Recorded data
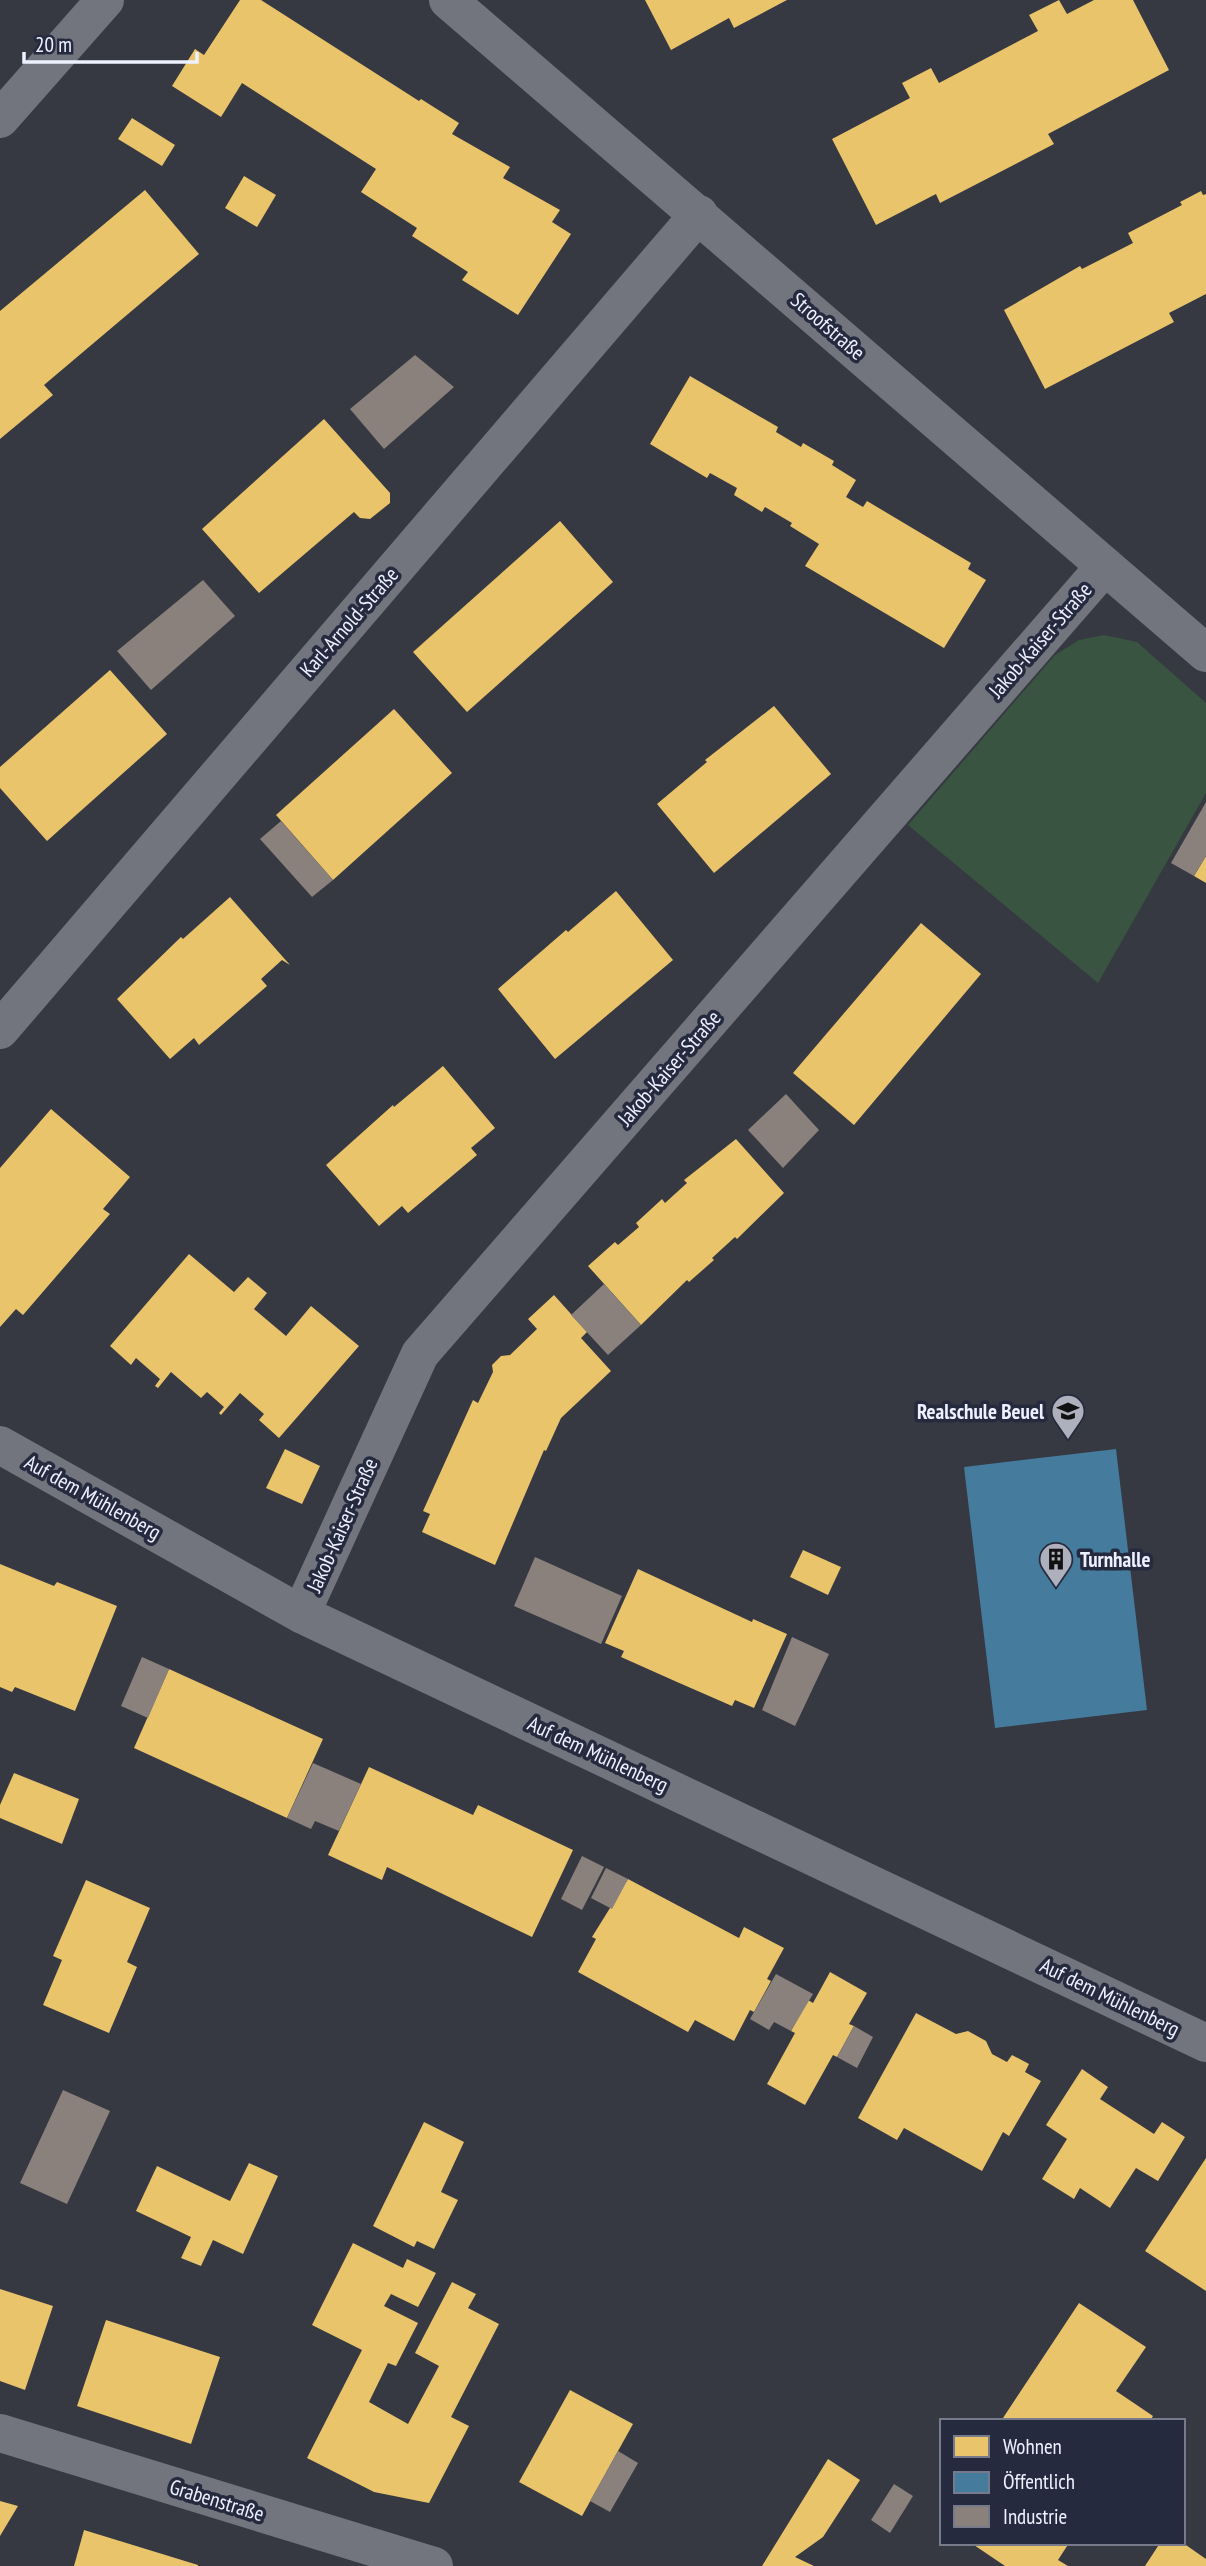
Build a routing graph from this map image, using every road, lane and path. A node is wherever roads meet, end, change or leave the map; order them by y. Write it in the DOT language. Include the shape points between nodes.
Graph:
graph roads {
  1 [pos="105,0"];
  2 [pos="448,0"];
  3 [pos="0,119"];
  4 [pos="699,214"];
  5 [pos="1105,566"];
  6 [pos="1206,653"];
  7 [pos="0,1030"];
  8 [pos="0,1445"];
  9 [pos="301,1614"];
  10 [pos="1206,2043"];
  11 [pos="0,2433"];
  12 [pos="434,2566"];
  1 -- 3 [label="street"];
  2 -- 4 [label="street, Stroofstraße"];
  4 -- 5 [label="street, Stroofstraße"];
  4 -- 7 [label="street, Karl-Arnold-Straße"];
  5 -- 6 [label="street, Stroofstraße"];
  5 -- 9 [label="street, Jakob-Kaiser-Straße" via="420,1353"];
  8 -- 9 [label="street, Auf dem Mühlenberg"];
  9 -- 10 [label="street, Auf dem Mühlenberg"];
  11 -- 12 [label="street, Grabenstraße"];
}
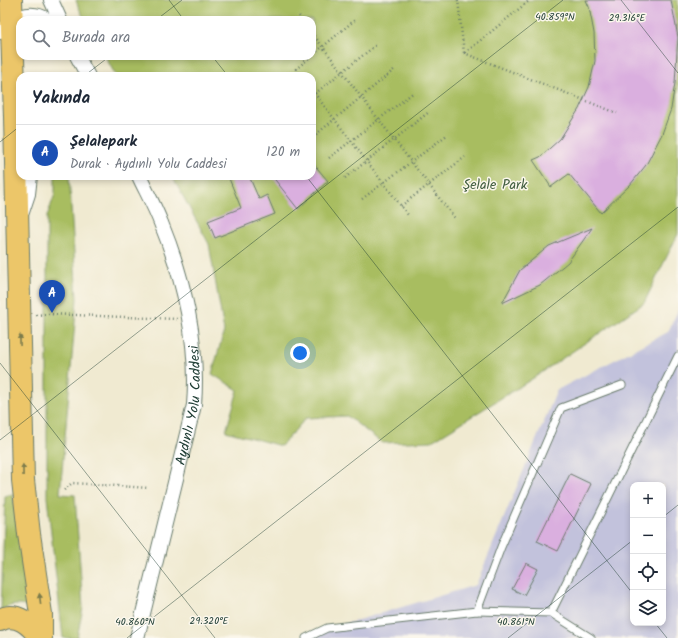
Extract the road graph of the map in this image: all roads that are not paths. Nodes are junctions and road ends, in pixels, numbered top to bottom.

* * *

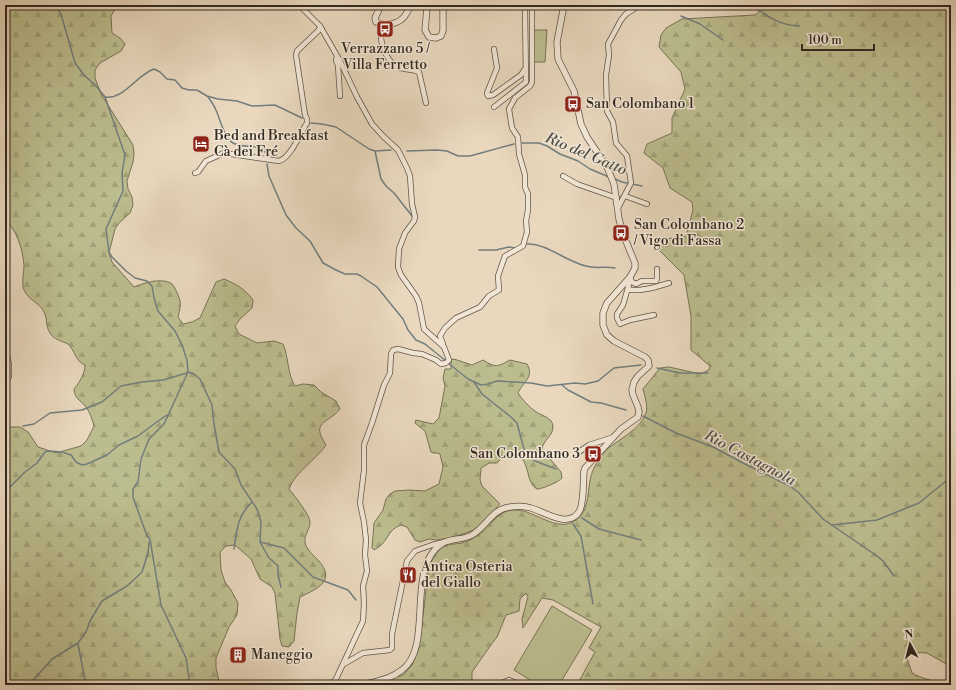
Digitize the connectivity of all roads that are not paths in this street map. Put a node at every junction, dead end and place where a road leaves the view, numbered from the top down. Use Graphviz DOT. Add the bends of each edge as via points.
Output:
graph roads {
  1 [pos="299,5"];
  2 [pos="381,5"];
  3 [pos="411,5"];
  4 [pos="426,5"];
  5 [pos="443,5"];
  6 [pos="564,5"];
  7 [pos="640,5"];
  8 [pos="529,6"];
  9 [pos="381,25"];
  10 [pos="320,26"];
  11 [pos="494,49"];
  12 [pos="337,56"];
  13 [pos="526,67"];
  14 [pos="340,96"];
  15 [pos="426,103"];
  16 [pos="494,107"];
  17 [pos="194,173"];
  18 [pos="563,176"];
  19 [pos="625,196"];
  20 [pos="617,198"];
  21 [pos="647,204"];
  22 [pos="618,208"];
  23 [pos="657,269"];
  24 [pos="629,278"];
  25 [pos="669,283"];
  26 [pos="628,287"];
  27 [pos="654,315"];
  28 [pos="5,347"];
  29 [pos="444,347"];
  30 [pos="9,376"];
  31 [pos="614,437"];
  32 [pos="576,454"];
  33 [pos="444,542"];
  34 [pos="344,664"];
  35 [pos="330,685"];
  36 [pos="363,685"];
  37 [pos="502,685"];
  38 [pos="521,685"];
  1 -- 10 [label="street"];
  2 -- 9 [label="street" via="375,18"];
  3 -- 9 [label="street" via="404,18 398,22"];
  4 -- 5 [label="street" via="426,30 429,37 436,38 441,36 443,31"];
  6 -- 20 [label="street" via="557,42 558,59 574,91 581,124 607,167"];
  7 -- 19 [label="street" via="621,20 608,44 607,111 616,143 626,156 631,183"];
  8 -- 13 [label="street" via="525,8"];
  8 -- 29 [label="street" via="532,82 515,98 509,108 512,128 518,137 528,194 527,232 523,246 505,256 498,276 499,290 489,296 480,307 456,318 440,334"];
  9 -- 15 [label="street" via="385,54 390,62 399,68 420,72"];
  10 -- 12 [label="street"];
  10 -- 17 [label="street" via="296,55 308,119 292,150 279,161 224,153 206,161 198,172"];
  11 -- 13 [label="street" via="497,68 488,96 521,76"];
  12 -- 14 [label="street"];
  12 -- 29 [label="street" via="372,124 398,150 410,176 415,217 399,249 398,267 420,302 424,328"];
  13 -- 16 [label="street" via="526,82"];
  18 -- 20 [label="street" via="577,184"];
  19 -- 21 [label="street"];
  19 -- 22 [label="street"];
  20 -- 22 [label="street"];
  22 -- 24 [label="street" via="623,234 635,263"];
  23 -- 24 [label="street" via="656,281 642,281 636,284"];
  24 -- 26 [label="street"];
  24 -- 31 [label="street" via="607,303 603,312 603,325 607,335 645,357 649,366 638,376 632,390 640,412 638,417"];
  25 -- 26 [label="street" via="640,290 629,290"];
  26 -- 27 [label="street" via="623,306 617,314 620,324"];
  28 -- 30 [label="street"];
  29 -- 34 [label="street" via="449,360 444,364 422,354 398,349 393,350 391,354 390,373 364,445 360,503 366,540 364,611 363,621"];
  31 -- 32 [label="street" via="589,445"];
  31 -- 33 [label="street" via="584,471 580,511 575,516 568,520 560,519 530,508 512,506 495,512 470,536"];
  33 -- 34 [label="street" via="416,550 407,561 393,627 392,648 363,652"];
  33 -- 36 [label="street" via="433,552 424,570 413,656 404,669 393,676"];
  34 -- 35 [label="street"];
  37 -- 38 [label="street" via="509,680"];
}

--

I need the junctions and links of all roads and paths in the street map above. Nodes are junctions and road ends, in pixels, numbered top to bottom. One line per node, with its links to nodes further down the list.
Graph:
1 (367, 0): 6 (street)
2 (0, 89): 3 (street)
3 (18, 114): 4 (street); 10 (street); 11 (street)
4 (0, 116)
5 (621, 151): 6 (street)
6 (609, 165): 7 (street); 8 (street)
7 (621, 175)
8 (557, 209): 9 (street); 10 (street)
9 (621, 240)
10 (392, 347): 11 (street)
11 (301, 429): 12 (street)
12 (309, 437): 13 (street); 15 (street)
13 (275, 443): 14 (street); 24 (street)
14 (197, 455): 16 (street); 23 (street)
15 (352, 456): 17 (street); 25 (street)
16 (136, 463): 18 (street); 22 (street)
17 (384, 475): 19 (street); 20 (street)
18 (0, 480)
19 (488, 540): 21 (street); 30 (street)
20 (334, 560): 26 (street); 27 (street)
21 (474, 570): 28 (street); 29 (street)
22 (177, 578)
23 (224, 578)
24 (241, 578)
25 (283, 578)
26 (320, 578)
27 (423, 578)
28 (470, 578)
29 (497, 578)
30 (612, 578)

Aim of the task
Out of the records above, set down only the lines from the one that contains "Build a routing" through the one that contains "Extract the road", unchanged and without the pictures.

Reply to the exercise
Build a routing graph from this map image, using every road, lane and path. A node is wherever roads meet, end, change or leave the map; order them by y. Write it in the DOT language. Include the shape points between nodes.
Graph:
graph roads {
  1 [pos="105,0"];
  2 [pos="448,0"];
  3 [pos="0,119"];
  4 [pos="699,214"];
  5 [pos="1105,566"];
  6 [pos="1206,653"];
  7 [pos="0,1030"];
  8 [pos="0,1445"];
  9 [pos="301,1614"];
  10 [pos="1206,2043"];
  11 [pos="0,2433"];
  12 [pos="434,2566"];
  1 -- 3 [label="street"];
  2 -- 4 [label="street, Stroofstraße"];
  4 -- 5 [label="street, Stroofstraße"];
  4 -- 7 [label="street, Karl-Arnold-Straße"];
  5 -- 6 [label="street, Stroofstraße"];
  5 -- 9 [label="street, Jakob-Kaiser-Straße" via="420,1353"];
  8 -- 9 [label="street, Auf dem Mühlenberg"];
  9 -- 10 [label="street, Auf dem Mühlenberg"];
  11 -- 12 [label="street, Grabenstraße"];
}
Extract the road graph of the map in this image: all roads that are not paths. Nodes are junctions and road ends, in pixels, numbered top to bottom.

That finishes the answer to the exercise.